“[N]ext to cinema, which continues its existence as a celibate art, an exploded and metaphorized cinema is unfolding, muddling the borders of the art that is now becoming art.”
— Jacques Rancière, cited in Erika Balsom, Exhibiting Cinema in Contemporary Art (Amsterdam: Amsterdam University Press, 2013), p. 185.
The international group exhibition "Words as Doors – in Language, Art, Film" is dedicated to the mutually permeating relationship of the written word with art and film. As incongruent as approximations to the spaces of art and film may seem—they rather recently started offering us access to alternative forms of perception—many film and art theorists quite consistently continue to separate their discourse. This applies to common aspects as well, both in a positive sense (newly arising interest in techniques of film projection and development) and a negative one (such as an increasing, aestheticising homogenisation due to the HD format).
Considering the accelerated, inflationary conditions in the current dissemination, production, and consumption of film on gadgets designed for playback that have lately become so multitudinous, "Words as Doors – in Language, Art, Film" takes a major step backwards. The exhibition starts out at a point prior to actual production, where the fundamental concept of film is developed on the level of the written word and the screenplay, with cognisance of the representative function of language.
"Words as Doors – in Language, Art, Film" reflects an attempt at understanding exhibition space itself to be a projection surface for illuminating the material and cultural aspects related to the artistic production of moving images, or to how they were created to begin with. Citing key artistic positions by the likes of Frances Stark, Pierre Bismuth, David Lamelas, and Mario Garcia Torres, as well as gentle, ambiguous cinematic homages by Sonja Gangl, Matthias Meyer, and Michael Baers, many of the works shown in the exhibition allude to a question that may seem neuralgic in this context: How and at what point does a film begin to be conceived through the written word?

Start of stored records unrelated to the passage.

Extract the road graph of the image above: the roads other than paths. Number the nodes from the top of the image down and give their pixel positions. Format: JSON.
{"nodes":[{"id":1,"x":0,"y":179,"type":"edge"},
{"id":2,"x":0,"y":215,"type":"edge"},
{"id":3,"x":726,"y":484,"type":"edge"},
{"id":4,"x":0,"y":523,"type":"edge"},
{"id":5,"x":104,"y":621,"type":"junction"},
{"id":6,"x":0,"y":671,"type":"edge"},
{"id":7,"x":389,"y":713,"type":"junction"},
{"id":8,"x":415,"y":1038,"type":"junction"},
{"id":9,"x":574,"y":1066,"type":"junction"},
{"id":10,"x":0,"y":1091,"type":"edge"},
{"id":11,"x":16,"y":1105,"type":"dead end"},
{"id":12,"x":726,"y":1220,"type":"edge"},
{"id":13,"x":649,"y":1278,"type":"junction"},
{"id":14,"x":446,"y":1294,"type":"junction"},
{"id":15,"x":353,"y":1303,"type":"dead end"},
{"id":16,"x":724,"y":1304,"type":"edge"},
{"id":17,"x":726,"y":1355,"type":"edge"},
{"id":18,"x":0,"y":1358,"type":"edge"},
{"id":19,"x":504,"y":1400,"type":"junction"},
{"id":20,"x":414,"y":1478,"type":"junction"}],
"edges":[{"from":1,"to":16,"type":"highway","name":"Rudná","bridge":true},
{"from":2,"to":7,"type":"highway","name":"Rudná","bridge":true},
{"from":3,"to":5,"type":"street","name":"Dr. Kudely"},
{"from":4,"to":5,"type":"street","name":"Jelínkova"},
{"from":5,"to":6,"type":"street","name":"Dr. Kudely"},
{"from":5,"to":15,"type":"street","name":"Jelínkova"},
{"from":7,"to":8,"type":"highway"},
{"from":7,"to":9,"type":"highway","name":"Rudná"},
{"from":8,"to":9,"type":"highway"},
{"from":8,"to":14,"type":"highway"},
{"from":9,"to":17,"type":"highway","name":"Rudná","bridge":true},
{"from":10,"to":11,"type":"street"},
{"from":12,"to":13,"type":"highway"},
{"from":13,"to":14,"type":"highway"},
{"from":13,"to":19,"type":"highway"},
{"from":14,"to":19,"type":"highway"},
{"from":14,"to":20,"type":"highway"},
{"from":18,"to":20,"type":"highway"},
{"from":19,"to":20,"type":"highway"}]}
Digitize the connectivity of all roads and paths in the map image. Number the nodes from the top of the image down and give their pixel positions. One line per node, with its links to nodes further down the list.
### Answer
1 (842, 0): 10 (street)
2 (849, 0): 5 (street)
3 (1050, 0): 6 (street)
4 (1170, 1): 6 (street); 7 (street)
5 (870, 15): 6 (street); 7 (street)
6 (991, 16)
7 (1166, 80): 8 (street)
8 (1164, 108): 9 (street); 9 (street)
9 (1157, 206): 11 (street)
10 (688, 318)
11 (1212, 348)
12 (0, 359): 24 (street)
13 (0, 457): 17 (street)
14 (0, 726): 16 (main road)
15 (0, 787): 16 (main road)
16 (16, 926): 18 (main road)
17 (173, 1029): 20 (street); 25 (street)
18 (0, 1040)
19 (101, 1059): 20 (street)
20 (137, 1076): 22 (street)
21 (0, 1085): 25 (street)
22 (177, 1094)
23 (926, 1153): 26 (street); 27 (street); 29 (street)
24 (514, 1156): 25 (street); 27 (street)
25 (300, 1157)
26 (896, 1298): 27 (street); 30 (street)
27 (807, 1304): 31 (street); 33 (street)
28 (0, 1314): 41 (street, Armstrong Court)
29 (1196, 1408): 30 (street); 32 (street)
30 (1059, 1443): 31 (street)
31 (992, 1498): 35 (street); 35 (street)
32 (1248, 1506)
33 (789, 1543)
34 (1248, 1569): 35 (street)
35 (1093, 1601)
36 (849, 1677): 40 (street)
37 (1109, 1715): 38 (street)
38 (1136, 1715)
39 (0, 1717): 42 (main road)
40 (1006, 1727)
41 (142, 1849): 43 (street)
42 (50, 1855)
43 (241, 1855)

This context becomes more complex, for instance, in the case of Christian Mayer’s contribution to the exhibition, when a language created solely for a film ("Quest for Fire", original title: "La Guerre du feu", Jean-Jacques Annaud, 1981)—and utterly incomprehensible, at that—is taken as a point of origin for artistic investigation and work. Martin Ebner, in his piece "Film ohne Film" (Film without Film), is fascinated by film and how it developed from a celluloid-based form to a digital unit of information, and how the memory-eliciting viewing of film might be translated into sculptural form, which then in turn engenders new imaginary films. The way in which perceptual strands between film viewers and art viewers run in general is another key issue explored by "Words as Doors – in Language, Art, Film", along with the differences between the filmic language of the images and the pictorial language of the words, between the silence reigning while an image is being viewed and that moment where the principle meaning melts away among the words, to the point of film being defined without visuals.
Many of the works joined within this exhibition context also foster, besides a fictional life of their own, activating references that are reproduced again and again thanks to the welcomed participation of the exhibition visitors. The adage from the short experimental film “Remedial Reading Comprehension” by Owen Land, a representative of structural film, serves to mirror the exhibition as a whole: “This is a film about you . . . not its maker.”
The exhibition will be accompanied by a comprehensive publication.